▶ **INSTRUCTIONS FOR THE TASK**: Give back the whole listing exactly as written, leaving out each picture.
_ _ _ _ _
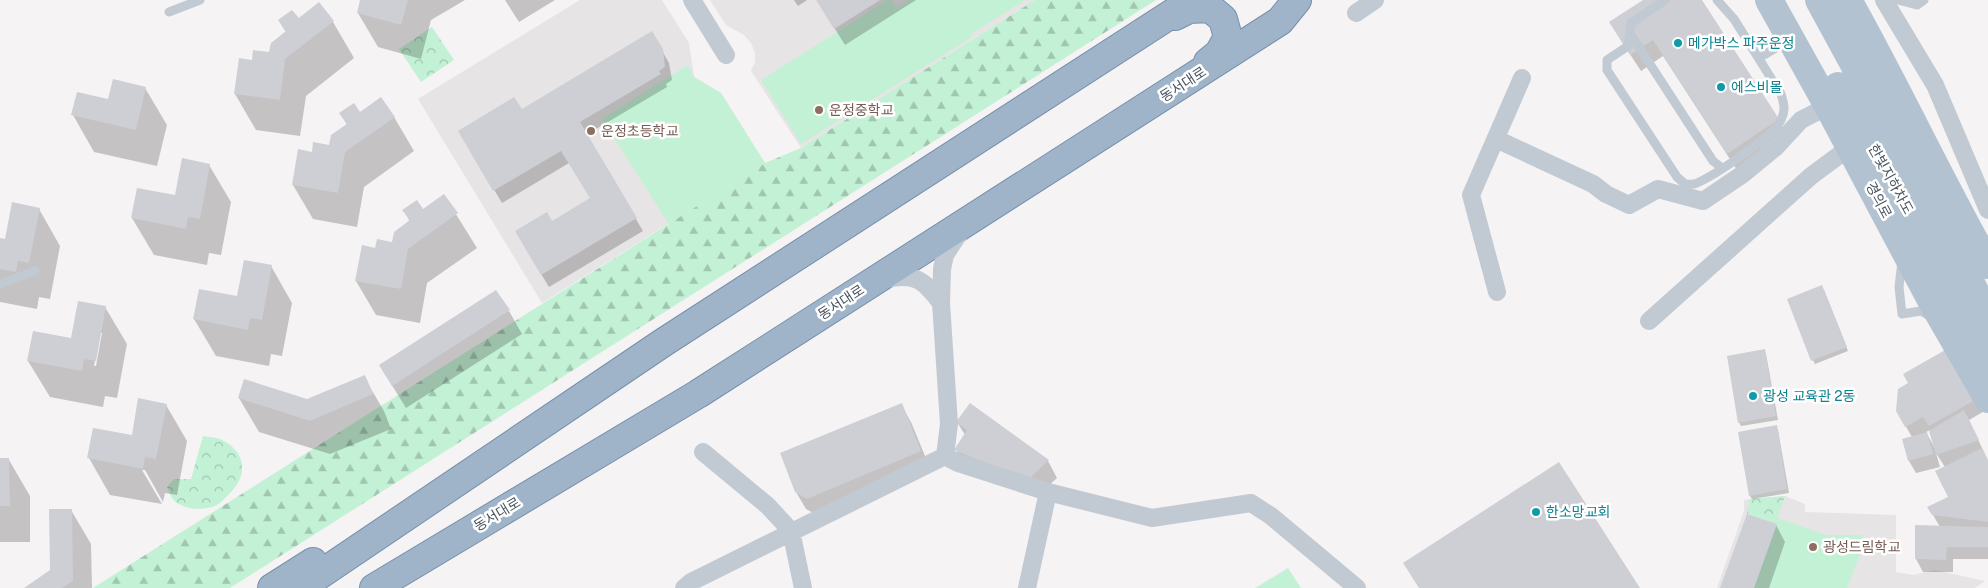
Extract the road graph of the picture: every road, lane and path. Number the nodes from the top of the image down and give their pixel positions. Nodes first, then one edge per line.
1 (200, 0) edge
2 (692, 0) edge
3 (1193, 0) edge
4 (1298, 0) edge
5 (1375, 0) edge
6 (1665, 0) edge
7 (1718, 0) edge
8 (1769, 0) edge
9 (1789, 0) edge
10 (1819, 0) edge
11 (1848, 0) edge
12 (1884, 0) edge
13 (1898, 0) edge
14 (1924, 0) edge
15 (169, 12) dead end
16 (1356, 13) dead end
17 (1149, 29) junction
18 (1631, 35) junction
19 (1792, 39) junction
20 (726, 55) dead end
21 (1759, 58) junction
22 (1522, 78) dead end
23 (1182, 84) junction
24 (1828, 106) junction
25 (1496, 139) junction
26 (1850, 147) junction
27 (1722, 168) junction
28 (1988, 210) edge
29 (976, 216) junction
30 (1988, 266) edge
31 (36, 271) dead end
32 (0, 284) edge
33 (1497, 292) dead end
34 (855, 293) junction
35 (941, 302) junction
36 (1988, 317) edge
37 (1649, 322) dead end
38 (664, 342) junction
39 (1988, 360) edge
40 (698, 394) junction
41 (1988, 399) edge
42 (703, 452) dead end
43 (945, 456) junction
44 (1048, 492) junction
45 (792, 531) junction
46 (272, 588) edge
47 (300, 588) edge
48 (374, 588) edge
49 (400, 588) edge
50 (684, 588) edge
51 (803, 588) edge
52 (1027, 588) edge
53 (1357, 588) edge

1 - 15 lane
2 - 20 street
3 - 17 highway
4 - 23 highway, 동서대로
5 - 16 street
6 - 18 lane
7 - 21 lane
8 - 19 main road, 경의로
9 - 39 main road, 한빛지하차도
10 - 36 main road
11 - 30 main road
12 - 28 street
13 - 14 lane
17 - 23 highway
17 - 38 highway
18 - 27 lane
18 - 27 lane
19 - 21 lane
19 - 24 main road, 경의로
21 - 27 lane
22 - 25 street
23 - 29 highway, 동서대로
24 - 25 street
24 - 26 main road, 경의로
25 - 33 street
26 - 37 street
26 - 41 main road, 경의로
29 - 34 highway, 동서대로
29 - 35 street
31 - 32 lane
34 - 35 street
34 - 40 highway, 동서대로
35 - 43 street
38 - 46 highway
38 - 47 highway
40 - 48 highway, 동서대로
40 - 49 highway
42 - 45 street
43 - 44 street
43 - 45 street
44 - 52 street
44 - 53 street
45 - 50 street
45 - 51 street

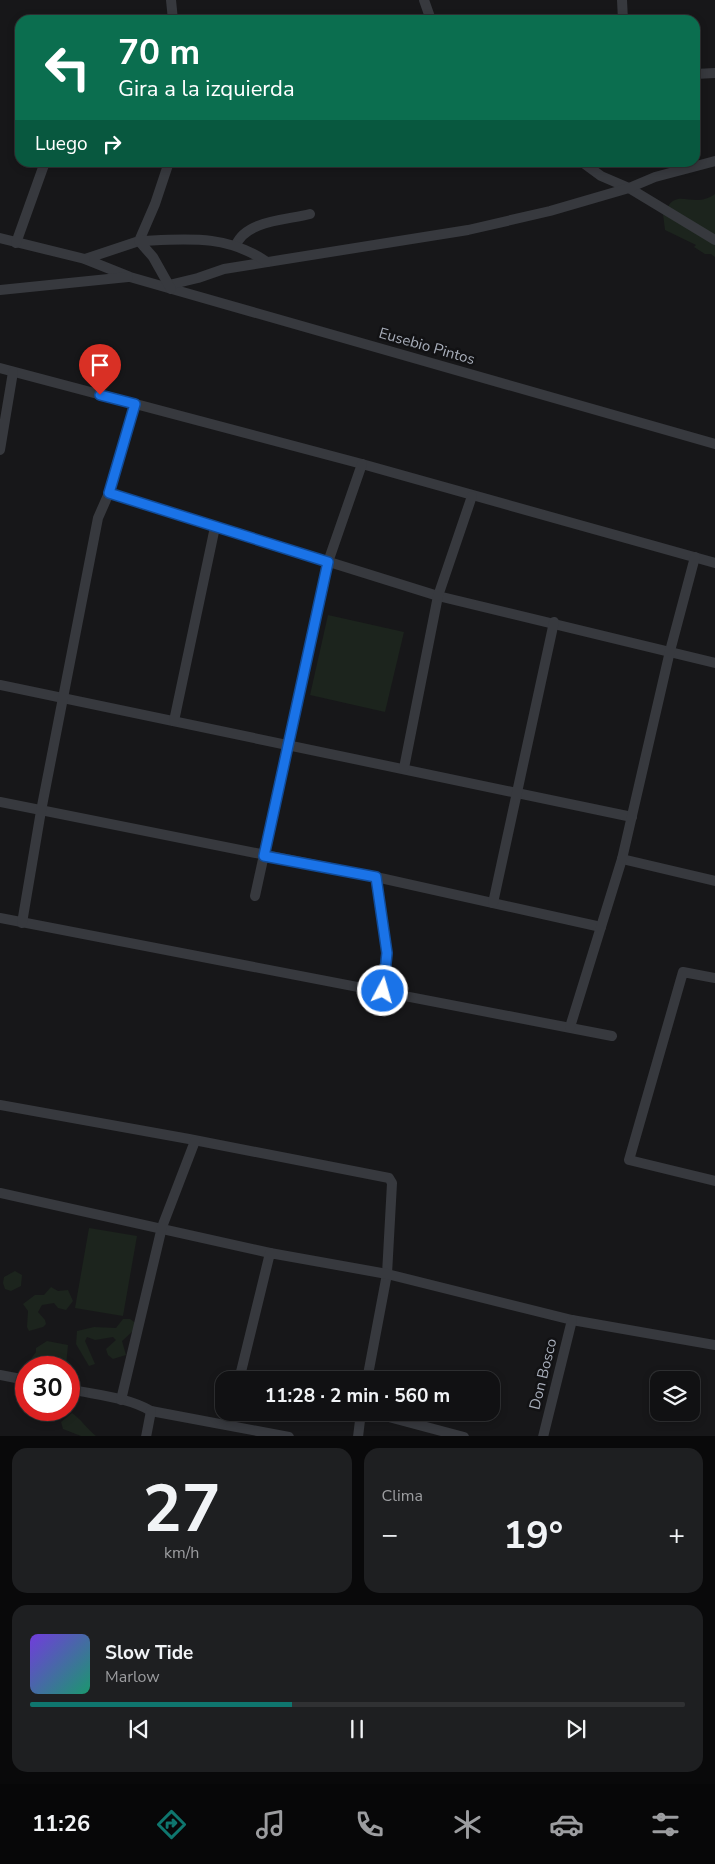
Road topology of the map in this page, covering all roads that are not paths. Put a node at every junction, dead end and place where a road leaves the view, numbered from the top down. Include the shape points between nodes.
1 (171, 0) edge
2 (424, 0) edge
3 (622, 0) edge
4 (172, 15) edge
5 (429, 15) edge
6 (623, 15) edge
7 (715, 73) edge
8 (700, 74) edge
9 (715, 161) edge
10 (700, 165) edge
11 (43, 167) edge
12 (167, 167) edge
13 (589, 167) edge
14 (692, 167) edge
15 (629, 188) junction
16 (310, 214) dead end
17 (0, 238) edge
18 (715, 240) edge
19 (139, 241) junction
20 (16, 243) junction
21 (236, 245) junction
22 (85, 259) junction
23 (267, 262) junction
24 (130, 277) junction
25 (170, 287) junction
26 (0, 290) edge
27 (0, 368) edge
28 (12, 372) junction
29 (135, 404) junction
30 (715, 444) edge
31 (0, 450) edge
32 (362, 464) junction
33 (109, 493) junction
34 (472, 496) junction
35 (215, 527) junction
36 (695, 557) junction
37 (328, 562) junction
38 (715, 563) edge
39 (438, 596) junction
40 (554, 622) junction
41 (670, 651) junction
42 (715, 663) edge
43 (0, 685) edge
44 (63, 700) junction
45 (174, 721) junction
46 (289, 746) junction
47 (404, 768) junction
48 (518, 793) junction
49 (0, 802) edge
50 (41, 810) junction
51 (632, 817) junction
52 (264, 856) junction
53 (622, 859) junction
54 (376, 877) junction
55 (715, 881) edge
56 (255, 896) dead end
57 (493, 903) junction
58 (0, 918) edge
59 (22, 923) junction
60 (601, 927) junction
61 (715, 978) edge
62 (383, 991) junction
63 (570, 1026) junction
64 (612, 1036) dead end
65 (0, 1105) edge
66 (195, 1141) junction
67 (715, 1181) edge
68 (0, 1193) edge
69 (162, 1227) junction
70 (270, 1253) junction
71 (387, 1274) junction
72 (572, 1320) junction
73 (715, 1345) edge
74 (241, 1371) edge
75 (369, 1371) edge
76 (0, 1375) edge
77 (15, 1378) edge
78 (80, 1391) edge
79 (121, 1400) junction
80 (151, 1411) junction
81 (229, 1421) edge
82 (360, 1421) edge
83 (405, 1421) edge
84 (228, 1424) junction
85 (146, 1436) edge
86 (289, 1436) edge
87 (358, 1436) edge
88 (464, 1436) edge
89 (544, 1436) edge

1 - 4 street
2 - 5 street
3 - 6 street
7 - 8 street
9 - 10 street
11 - 20 street
12 - 19 street
13 - 15 street
14 - 15 street via 654,177
15 - 18 street
15 - 23 street via 468,230
16 - 21 street via 263,224 239,237
17 - 20 street
19 - 21 street via 199,240
19 - 22 street
19 - 25 street via 153,257
20 - 22 street
21 - 23 street
22 - 24 street, Eusebio Pintos
23 - 25 street via 224,269
24 - 25 street, Eusebio Pintos
24 - 26 street
25 - 30 street, Eusebio Pintos
27 - 28 street
28 - 29 street
28 - 31 street
29 - 32 street
29 - 33 street
32 - 34 street
32 - 37 street
33 - 35 street
33 - 44 street via 98,518
34 - 36 street
34 - 39 street
35 - 37 street
35 - 45 street
36 - 38 street
36 - 41 street
37 - 39 street
37 - 46 street
39 - 40 street
39 - 47 street
40 - 41 street
40 - 48 street
41 - 42 street
41 - 51 street
43 - 44 street
44 - 45 street
44 - 50 street
45 - 46 street
46 - 47 street
46 - 52 street
47 - 48 street
48 - 51 street
48 - 57 street
49 - 50 street
50 - 52 street
50 - 59 street
51 - 53 street
52 - 54 street
52 - 56 street
53 - 55 street
53 - 60 street
54 - 57 street
54 - 62 street via 387,953
57 - 60 street
58 - 59 street
59 - 62 street
60 - 63 street
61 - 67 street via 683,972 629,1160
62 - 63 street
63 - 64 street
65 - 66 street
66 - 69 street
66 - 71 street via 389,1178 392,1183
68 - 69 street
69 - 70 street
69 - 79 street
70 - 71 street
70 - 74 street
71 - 72 street
71 - 75 street
72 - 73 street
72 - 89 street, Don Bosco
76 - 77 street
78 - 79 street
79 - 80 street
80 - 84 street
80 - 85 street
81 - 84 street
82 - 87 street
83 - 88 street
84 - 86 street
_ _ _ _ _
▶ **ANSWER SECTION**:
Extract the road graph of the picture: every road, lane and path. Number the nodes from the top of the image down and give their pixel positions. Nodes first, then one edge per line.
1 (200, 0) edge
2 (692, 0) edge
3 (1193, 0) edge
4 (1298, 0) edge
5 (1375, 0) edge
6 (1665, 0) edge
7 (1718, 0) edge
8 (1769, 0) edge
9 (1789, 0) edge
10 (1819, 0) edge
11 (1848, 0) edge
12 (1884, 0) edge
13 (1898, 0) edge
14 (1924, 0) edge
15 (169, 12) dead end
16 (1356, 13) dead end
17 (1149, 29) junction
18 (1631, 35) junction
19 (1792, 39) junction
20 (726, 55) dead end
21 (1759, 58) junction
22 (1522, 78) dead end
23 (1182, 84) junction
24 (1828, 106) junction
25 (1496, 139) junction
26 (1850, 147) junction
27 (1722, 168) junction
28 (1988, 210) edge
29 (976, 216) junction
30 (1988, 266) edge
31 (36, 271) dead end
32 (0, 284) edge
33 (1497, 292) dead end
34 (855, 293) junction
35 (941, 302) junction
36 (1988, 317) edge
37 (1649, 322) dead end
38 (664, 342) junction
39 (1988, 360) edge
40 (698, 394) junction
41 (1988, 399) edge
42 (703, 452) dead end
43 (945, 456) junction
44 (1048, 492) junction
45 (792, 531) junction
46 (272, 588) edge
47 (300, 588) edge
48 (374, 588) edge
49 (400, 588) edge
50 (684, 588) edge
51 (803, 588) edge
52 (1027, 588) edge
53 (1357, 588) edge

1 - 15 lane
2 - 20 street
3 - 17 highway
4 - 23 highway, 동서대로
5 - 16 street
6 - 18 lane
7 - 21 lane
8 - 19 main road, 경의로
9 - 39 main road, 한빛지하차도
10 - 36 main road
11 - 30 main road
12 - 28 street
13 - 14 lane
17 - 23 highway
17 - 38 highway
18 - 27 lane
18 - 27 lane
19 - 21 lane
19 - 24 main road, 경의로
21 - 27 lane
22 - 25 street
23 - 29 highway, 동서대로
24 - 25 street
24 - 26 main road, 경의로
25 - 33 street
26 - 37 street
26 - 41 main road, 경의로
29 - 34 highway, 동서대로
29 - 35 street
31 - 32 lane
34 - 35 street
34 - 40 highway, 동서대로
35 - 43 street
38 - 46 highway
38 - 47 highway
40 - 48 highway, 동서대로
40 - 49 highway
42 - 45 street
43 - 44 street
43 - 45 street
44 - 52 street
44 - 53 street
45 - 50 street
45 - 51 street

Road topology of the map in this page, covering all roads that are not paths. Put a node at every junction, dead end and place where a road leaves the view, numbered from the top down. Include the shape points between nodes.
1 (171, 0) edge
2 (424, 0) edge
3 (622, 0) edge
4 (172, 15) edge
5 (429, 15) edge
6 (623, 15) edge
7 (715, 73) edge
8 (700, 74) edge
9 (715, 161) edge
10 (700, 165) edge
11 (43, 167) edge
12 (167, 167) edge
13 (589, 167) edge
14 (692, 167) edge
15 (629, 188) junction
16 (310, 214) dead end
17 (0, 238) edge
18 (715, 240) edge
19 (139, 241) junction
20 (16, 243) junction
21 (236, 245) junction
22 (85, 259) junction
23 (267, 262) junction
24 (130, 277) junction
25 (170, 287) junction
26 (0, 290) edge
27 (0, 368) edge
28 (12, 372) junction
29 (135, 404) junction
30 (715, 444) edge
31 (0, 450) edge
32 (362, 464) junction
33 (109, 493) junction
34 (472, 496) junction
35 (215, 527) junction
36 (695, 557) junction
37 (328, 562) junction
38 (715, 563) edge
39 (438, 596) junction
40 (554, 622) junction
41 (670, 651) junction
42 (715, 663) edge
43 (0, 685) edge
44 (63, 700) junction
45 (174, 721) junction
46 (289, 746) junction
47 (404, 768) junction
48 (518, 793) junction
49 (0, 802) edge
50 (41, 810) junction
51 (632, 817) junction
52 (264, 856) junction
53 (622, 859) junction
54 (376, 877) junction
55 (715, 881) edge
56 (255, 896) dead end
57 (493, 903) junction
58 (0, 918) edge
59 (22, 923) junction
60 (601, 927) junction
61 (715, 978) edge
62 (383, 991) junction
63 (570, 1026) junction
64 (612, 1036) dead end
65 (0, 1105) edge
66 (195, 1141) junction
67 (715, 1181) edge
68 (0, 1193) edge
69 (162, 1227) junction
70 (270, 1253) junction
71 (387, 1274) junction
72 (572, 1320) junction
73 (715, 1345) edge
74 (241, 1371) edge
75 (369, 1371) edge
76 (0, 1375) edge
77 (15, 1378) edge
78 (80, 1391) edge
79 (121, 1400) junction
80 (151, 1411) junction
81 (229, 1421) edge
82 (360, 1421) edge
83 (405, 1421) edge
84 (228, 1424) junction
85 (146, 1436) edge
86 (289, 1436) edge
87 (358, 1436) edge
88 (464, 1436) edge
89 (544, 1436) edge

1 - 4 street
2 - 5 street
3 - 6 street
7 - 8 street
9 - 10 street
11 - 20 street
12 - 19 street
13 - 15 street
14 - 15 street via 654,177
15 - 18 street
15 - 23 street via 468,230
16 - 21 street via 263,224 239,237
17 - 20 street
19 - 21 street via 199,240
19 - 22 street
19 - 25 street via 153,257
20 - 22 street
21 - 23 street
22 - 24 street, Eusebio Pintos
23 - 25 street via 224,269
24 - 25 street, Eusebio Pintos
24 - 26 street
25 - 30 street, Eusebio Pintos
27 - 28 street
28 - 29 street
28 - 31 street
29 - 32 street
29 - 33 street
32 - 34 street
32 - 37 street
33 - 35 street
33 - 44 street via 98,518
34 - 36 street
34 - 39 street
35 - 37 street
35 - 45 street
36 - 38 street
36 - 41 street
37 - 39 street
37 - 46 street
39 - 40 street
39 - 47 street
40 - 41 street
40 - 48 street
41 - 42 street
41 - 51 street
43 - 44 street
44 - 45 street
44 - 50 street
45 - 46 street
46 - 47 street
46 - 52 street
47 - 48 street
48 - 51 street
48 - 57 street
49 - 50 street
50 - 52 street
50 - 59 street
51 - 53 street
52 - 54 street
52 - 56 street
53 - 55 street
53 - 60 street
54 - 57 street
54 - 62 street via 387,953
57 - 60 street
58 - 59 street
59 - 62 street
60 - 63 street
61 - 67 street via 683,972 629,1160
62 - 63 street
63 - 64 street
65 - 66 street
66 - 69 street
66 - 71 street via 389,1178 392,1183
68 - 69 street
69 - 70 street
69 - 79 street
70 - 71 street
70 - 74 street
71 - 72 street
71 - 75 street
72 - 73 street
72 - 89 street, Don Bosco
76 - 77 street
78 - 79 street
79 - 80 street
80 - 84 street
80 - 85 street
81 - 84 street
82 - 87 street
83 - 88 street
84 - 86 street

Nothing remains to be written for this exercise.